In Kenya una scuola per i bambini  «Così il futuro sarà migliore per tutti»

In Kenya una scuola per i bambini
«Così il futuro sarà migliore per tutti»

Per Stefania Coffetti l’avventura umanitaria iniziata dall’incontro con un fotoreporter nel 2007.

Il sogno di bambina e un sogno per i bambini.

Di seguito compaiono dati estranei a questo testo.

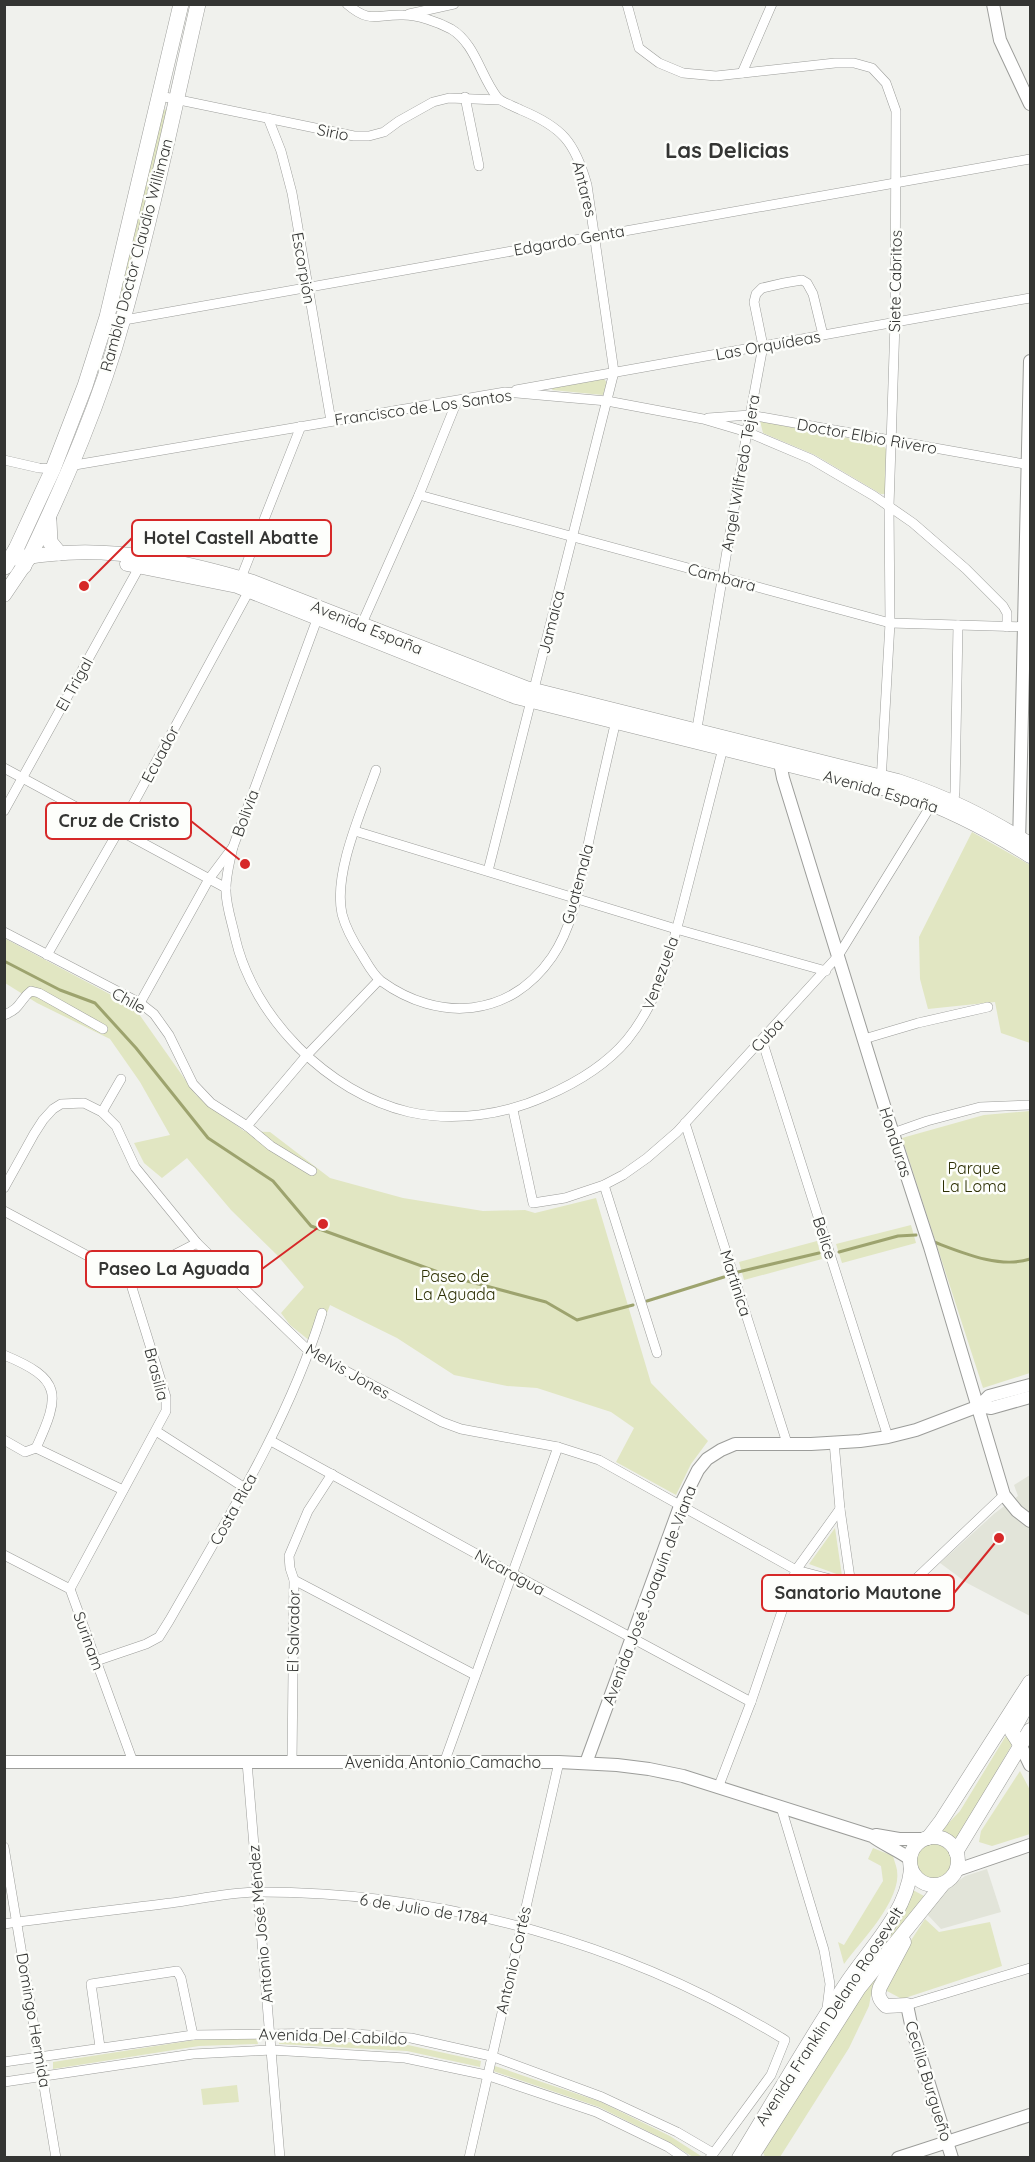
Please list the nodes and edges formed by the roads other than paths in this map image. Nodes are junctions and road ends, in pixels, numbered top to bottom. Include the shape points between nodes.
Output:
1 (181, 4) edge
2 (198, 4) edge
3 (347, 4) edge
4 (454, 4) edge
5 (627, 4) edge
6 (772, 4) edge
7 (993, 4) edge
8 (403, 15) junction
9 (742, 73) junction
10 (1028, 94) edge
11 (160, 96) junction
12 (465, 97) junction
13 (177, 99) junction
14 (499, 100) junction
15 (1030, 104) edge
16 (268, 118) junction
17 (1030, 159) edge
18 (479, 166) dead end
19 (896, 182) junction
20 (595, 235) junction
21 (307, 287) junction
22 (1030, 297) edge
23 (115, 319) junction
24 (895, 322) junction
25 (823, 335) junction
26 (763, 346) junction
27 (1030, 361) edge
28 (614, 372) junction
29 (505, 392) junction
30 (457, 401) junction
31 (607, 401) junction
32 (750, 415) junction
33 (703, 418) junction
34 (330, 421) junction
35 (301, 426) junction
36 (747, 432) junction
37 (891, 440) junction
38 (4, 460) edge
39 (1029, 465) edge
40 (70, 466) junction
41 (53, 469) junction
42 (419, 495) junction
43 (889, 506) junction
44 (50, 514) junction
45 (573, 537) junction
46 (59, 553) junction
47 (22, 558) junction
48 (143, 562) junction
49 (5, 567) edge
50 (722, 576) junction
51 (245, 584) junction
52 (4, 595) edge
53 (319, 614) junction
54 (890, 623) junction
55 (958, 625) junction
56 (1007, 627) junction
57 (1027, 627) edge
58 (359, 629) junction
59 (1027, 658) edge
60 (532, 696) junction
61 (617, 717) junction
62 (696, 736) junction
63 (724, 743) junction
64 (783, 758) junction
65 (4, 768) edge
66 (376, 770) dead end
67 (22, 777) junction
68 (881, 782) junction
69 (935, 799) junction
70 (952, 806) junction
71 (4, 811) edge
72 (119, 830) junction
73 (355, 831) junction
74 (1025, 846) edge
75 (233, 847) junction
76 (488, 871) junction
77 (208, 879) junction
78 (226, 888) junction
79 (576, 898) junction
80 (676, 929) junction
81 (4, 932) edge
82 (47, 955) junction
83 (838, 956) junction
84 (826, 971) junction
85 (379, 980) junction
86 (140, 1003) junction
87 (988, 1007) dead end
88 (4, 1015) edge
89 (103, 1029) dead end
90 (864, 1039) junction
91 (762, 1040) junction
92 (308, 1055) junction
93 (121, 1079) dead end
94 (1030, 1105) edge
95 (513, 1110) junction
96 (102, 1112) junction
97 (685, 1123) junction
98 (247, 1126) junction
99 (892, 1133) junction
100 (312, 1172) dead end
101 (604, 1185) junction
102 (4, 1188) edge
103 (4, 1211) edge
104 (197, 1243) junction
105 (129, 1278) junction
106 (322, 1313) dead end
107 (310, 1352) junction
108 (657, 1353) dead end
109 (4, 1355) edge
110 (1030, 1385) edge
111 (1030, 1397) edge
112 (979, 1406) junction
113 (156, 1431) junction
114 (888, 1437) junction
115 (4, 1440) edge
116 (271, 1441) junction
117 (834, 1442) junction
118 (787, 1443) junction
119 (558, 1447) junction
120 (36, 1448) junction
121 (332, 1474) junction
122 (245, 1488) junction
123 (123, 1490) junction
124 (1004, 1495) junction
125 (680, 1506) junction
126 (840, 1509) junction
127 (1030, 1521) edge
128 (4, 1555) edge
129 (796, 1570) junction
130 (513, 1574) junction
131 (294, 1580) junction
132 (851, 1585) junction
133 (70, 1589) junction
134 (631, 1637) junction
135 (96, 1661) junction
136 (475, 1675) junction
137 (1030, 1682) edge
138 (1030, 1700) edge
139 (751, 1701) junction
140 (1030, 1730) edge
141 (1021, 1746) junction
142 (4, 1762) edge
143 (133, 1762) junction
144 (247, 1762) junction
145 (292, 1762) junction
146 (444, 1762) junction
147 (559, 1762) junction
148 (586, 1763) junction
149 (1030, 1765) edge
150 (718, 1788) junction
151 (781, 1807) junction
152 (872, 1836) junction
153 (926, 1839) junction
154 (1030, 1845) edge
155 (4, 1847) edge
156 (957, 1852) junction
157 (911, 1865) junction
158 (957, 1870) junction
159 (943, 1884) junction
160 (258, 1892) junction
161 (17, 1922) junction
162 (4, 1924) edge
163 (910, 1924) junction
164 (521, 1926) junction
165 (1030, 1968) edge
166 (907, 2005) junction
167 (826, 2017) junction
168 (269, 2033) junction
169 (193, 2035) junction
170 (785, 2040) joint
171 (100, 2048) junction
172 (270, 2050) junction
173 (40, 2056) junction
174 (491, 2056) junction
175 (4, 2062) edge
176 (43, 2075) junction
177 (486, 2075) junction
178 (4, 2082) edge
179 (1030, 2115) edge
180 (948, 2142) junction
181 (712, 2155) edge
182 (56, 2157) edge
183 (280, 2157) edge
184 (469, 2157) edge
185 (684, 2157) edge
186 (739, 2157) edge
187 (751, 2157) edge
188 (898, 2157) edge
189 (952, 2157) edge

1 - 11 main road, Rambla Doctor Claudio Williman
2 - 13 main road, Rambla Doctor Claudio Williman
3 - 8 street via 360,15
4 - 8 street
5 - 9 street, Siete Cabritos via 639,48 659,63 683,73
6 - 9 street
7 - 10 street via 1000,40
8 - 14 street via 453,30 476,59
9 - 19 street, Siete Cabritos via 835,63 872,68 886,83 896,111
10 - 15 street
11 - 13 street, Sirio
11 - 23 main road, Rambla Doctor Claudio Williman
12 - 14 street, Sirio
12 - 16 street, Sirio via 433,102 384,132 369,136
12 - 18 street
13 - 16 street, Sirio
13 - 23 main road, Rambla Doctor Claudio Williman
14 - 20 street, Antares via 543,119 560,130 571,144 587,185
16 - 21 street, Escorpión via 292,193
17 - 19 street, Edgardo Genta
19 - 20 street, Edgardo Genta
19 - 24 street, Siete Cabritos
20 - 21 street, Edgardo Genta
20 - 28 street, Antares
21 - 23 street, Edgardo Genta
21 - 34 street, Escorpión
22 - 24 street, Las Orquídeas
23 - 40 main road, Rambla Doctor Claudio Williman via 101,387
23 - 41 main road, Rambla Doctor Claudio Williman
24 - 25 street, Las Orquídeas
24 - 37 street, Siete Cabritos
25 - 26 street, Las Orquídeas
25 - 26 street via 810,285 802,280 784,283 762,288 756,294 754,302
26 - 28 street, Las Orquídeas
26 - 32 street, Angel Wilfredo Tejera
27 - 39 street
28 - 29 street, Las Orquídeas
28 - 31 street, Jamaica
29 - 30 street, Francisco de Los Santos
29 - 31 street, Francisco de Los Santos
30 - 34 street, Francisco de Los Santos
30 - 42 street
31 - 33 street, Francisco de Los Santos
31 - 45 street, Jamaica
32 - 33 street, Doctor Elbio Rivero
32 - 36 street, Angel Wilfredo Tejera
32 - 37 street, Doctor Elbio Rivero
33 - 36 street, Francisco de Los Santos
34 - 35 street, Francisco de Los Santos
35 - 40 street, Francisco de Los Santos
35 - 51 street, Ecuador
36 - 43 street, Francisco de Los Santos via 811,459
36 - 50 street, Angel Wilfredo Tejera
37 - 39 street, Doctor Elbio Rivero
37 - 43 street, Siete Cabritos
38 - 41 street
39 - 57 street
40 - 41 street, Francisco de Los Santos
40 - 44 main road, Rambla Doctor Claudio Williman
41 - 47 main road, Rambla Doctor Claudio Williman
42 - 45 street, Cambara
42 - 58 street
43 - 54 street, Siete Cabritos
43 - 56 street, Francisco de Los Santos via 936,541 981,584 1007,614
44 - 46 main road via 50,542
44 - 47 main road, Rambla Doctor Claudio Williman
45 - 50 street, Cambara
45 - 60 street, Jamaica
46 - 47 main road, Avenida España
46 - 48 main road, Avenida España via 107,553
47 - 48 main road, Avenida España
47 - 49 main road, Rambla Doctor Claudio Williman
47 - 52 main road, Rambla Doctor Claudio Williman
48 - 51 main road, Avenida España via 220,572
48 - 67 street, El Trigal
50 - 54 street, Cambara
50 - 62 street, Angel Wilfredo Tejera
51 - 53 main road, Avenida España
51 - 72 street, Ecuador
53 - 58 main road, Avenida España
53 - 75 street, Bolivia
54 - 55 street, Cambara
54 - 68 street, Siete Cabritos
55 - 56 street, Cambara
55 - 70 street
56 - 57 street, Cambara
57 - 59 street
58 - 60 main road, Avenida España
59 - 74 street
60 - 61 main road, Avenida España
60 - 76 street, Jamaica
61 - 62 main road, Avenida España
61 - 79 street, Guatemala
62 - 63 main road, Avenida España
63 - 64 main road, Avenida España
63 - 80 street, Venezuela
64 - 68 main road, Avenida España
64 - 83 street, Honduras via 783,778
65 - 67 street
66 - 73 street, Guatemala
67 - 71 street, El Trigal
67 - 72 street
68 - 69 main road, Avenida España
69 - 70 main road, Avenida España
69 - 83 street, Cuba
70 - 74 main road, Avenida España via 981,814
72 - 77 street
72 - 82 street, Ecuador
73 - 76 street
73 - 85 street, Guatemala via 340,886 342,914 352,940
75 - 77 street, Bolivia
75 - 78 street, Venezuela
76 - 79 street
77 - 78 street
77 - 86 street, Bolivia
78 - 92 street, Venezuela via 240,957 252,986 286,1036
79 - 80 street
79 - 85 street, Guatemala via 553,956 537,977 498,1003 444,1009 413,999
80 - 84 street
80 - 95 street, Venezuela via 648,1010 627,1041 585,1076
81 - 82 street, Chile
82 - 86 street, Chile
83 - 84 street, Cuba
83 - 90 street, Honduras
84 - 91 street, Cuba
85 - 92 street
86 - 98 street, Chile via 169,1035 193,1083 211,1103
87 - 90 street
88 - 89 street via 20,1007 31,991
90 - 99 street, Honduras
91 - 97 street, Cuba
91 - 114 street, Belice
92 - 95 street, Venezuela via 341,1082 408,1112 469,1116
92 - 98 street
93 - 96 street
94 - 99 street via 980,1107
95 - 101 street, Cuba via 533,1203 565,1198
96 - 102 street via 72,1102 53,1109
96 - 104 street, Melvis Jones via 116,1126 135,1167
97 - 101 street, Cuba via 648,1158
97 - 118 street, Martinica
98 - 100 street, Chile
99 - 112 street, Honduras
101 - 108 street
103 - 105 street
104 - 105 street
104 - 107 street, Melvis Jones
105 - 113 street, Brasilia via 166,1397 166,1411
106 - 107 street, Costa Rica
107 - 116 street, Costa Rica
107 - 119 street, Melvis Jones via 442,1422
109 - 120 street via 38,1371 51,1389 51,1411
110 - 112 street, Avenida José Joaquín de Viana via 989,1396
111 - 112 street, Avenida José Joaquín de Viana via 991,1408
112 - 114 street, Avenida José Joaquín de Viana
112 - 124 street, Honduras
113 - 122 street
113 - 123 street, Brasilia
114 - 117 street, Avenida José Joaquín de Viana
115 - 120 street via 25,1452
116 - 121 street, Nicaragua
116 - 122 street, Costa Rica
117 - 118 street, Avenida José Joaquín de Viana
117 - 126 street
118 - 125 street, Avenida José Joaquín de Viana via 735,1444 721,1450 698,1470
119 - 125 street, Melvis Jones via 599,1460
119 - 130 street
120 - 123 street
121 - 130 street, Nicaragua
121 - 131 street, El Salvador via 308,1511 289,1556
122 - 135 street, Costa Rica via 159,1637
123 - 133 street, Brasilia
124 - 127 street, Honduras
124 - 132 street, Melvis Jones via 903,1591 892,1595
125 - 129 street, Melvis Jones
125 - 134 street, Avenida José Joaquín de Viana
126 - 129 street
126 - 132 street
128 - 133 street
129 - 132 street, Melvis Jones
129 - 139 street
130 - 134 street, Nicaragua
130 - 136 street
131 - 136 street
131 - 145 street, El Salvador
133 - 135 street, Surinam
134 - 139 street, Nicaragua
134 - 148 street, Avenida José Joaquín de Viana
135 - 143 street, Surinam
136 - 146 street
137 - 153 main road
138 - 141 main road via 1012,1732
139 - 150 street
140 - 141 main road
141 - 149 street
141 - 156 main road
142 - 143 street, Avenida Antonio Camacho
143 - 144 street, Avenida Antonio Camacho
144 - 145 street, Avenida Antonio Camacho
144 - 160 street, Antonio José Méndez
145 - 146 street, Avenida Antonio Camacho
146 - 147 street, Avenida Antonio Camacho
147 - 148 street, Avenida Antonio Camacho
147 - 164 street, Antonio Cortés
148 - 150 street, Avenida Antonio Camacho via 649,1768
150 - 151 street, Avenida Antonio Camacho
151 - 152 street, Avenida Antonio Camacho
151 - 167 street via 824,1950 830,1984
152 - 153 street, Avenida Antonio Camacho
152 - 157 street, Avenida Antonio Camacho
153 - 156 main road via 948,1841
153 - 157 main road via 915,1846
154 - 158 street
155 - 161 street, Domingo Hermida
156 - 158 main road
157 - 159 main road via 921,1882
157 - 167 main road, Avenida Franklin Delano Roosevelt via 910,1885 904,1899
158 - 159 main road
159 - 163 main road, Avenida Franklin Delano Roosevelt
160 - 161 street, 6 de Julio de 1784
160 - 164 street, 6 de Julio de 1784 via 315,1893 399,1902
160 - 168 street, Antonio José Méndez
161 - 162 street, 6 de Julio de 1784
161 - 173 street, Domingo Hermida
163 - 166 main road via 878,1994 886,2006
163 - 187 main road, Avenida Franklin Delano Roosevelt via 859,1988
164 - 170 street, 6 de Julio de 1784 via 604,1952 656,1974 743,2014
164 - 174 street, Antonio Cortés
165 - 166 street
166 - 180 street, Cecilia Burgueño
167 - 186 main road, Avenida Franklin Delano Roosevelt
168 - 169 street, Avenida Del Cabildo
168 - 172 street, Antonio José Méndez
168 - 174 street, Avenida Del Cabildo via 411,2038
169 - 171 street, Avenida Del Cabildo
169 - 171 street via 177,1971 90,1984
170 - 181 street, Avenida Franklin Delano Roosevelt via 771,2075
171 - 173 street, Avenida Del Cabildo
172 - 176 street, Avenida Del Cabildo via 193,2054
172 - 177 street, Avenida Del Cabildo via 405,2058
172 - 183 street, Antonio José Méndez
173 - 175 street, Avenida Del Cabildo
173 - 176 street, Domingo Hermida
174 - 177 street, Antonio Cortés
174 - 181 street, Avenida Del Cabildo via 602,2097 677,2132
176 - 178 street, Avenida Del Cabildo
176 - 182 street, Domingo Hermida
177 - 184 street, Antonio Cortés
177 - 185 street, Avenida Del Cabildo via 596,2112
179 - 180 street
180 - 188 street
180 - 189 street, Cecilia Burgueño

Il mal d’ Africa di Stefania Coffetti, per tutti da sempre solo Fanny, ha il colore rosso della terra arsa dal sole delle lunghe strade sterrate del Kenya, ha il profumo dell’ ibisco che gli ricorda i primi villaggi incontrati con suo figlio, in un viaggio che le ha fatto scoprire come un desiderio da realizzare potesse diventare un progetto da costruire, mattone dopo mattone, pennarello, quaderno, medicina, sacco di riso dopo sacco di riso.

«Da bambina guardavo i documentari sugli animali in Africa e mi immaginavo ranger nel bush, progettavo viaggi, esplorazioni; sognavo quegli spazi immensi - spiega la bergamasca, libera professionista nell’ ambito odontoiatrico -. Crescendo la casualità della vita mi ha portato ad appassionarmi al mondo subacqueo, più quindi in mare che in lande desertiche - sorride -. L’ Africa però è rimasta in un angolo del cuore e quel richiamo si è fatto vivo nel 2007».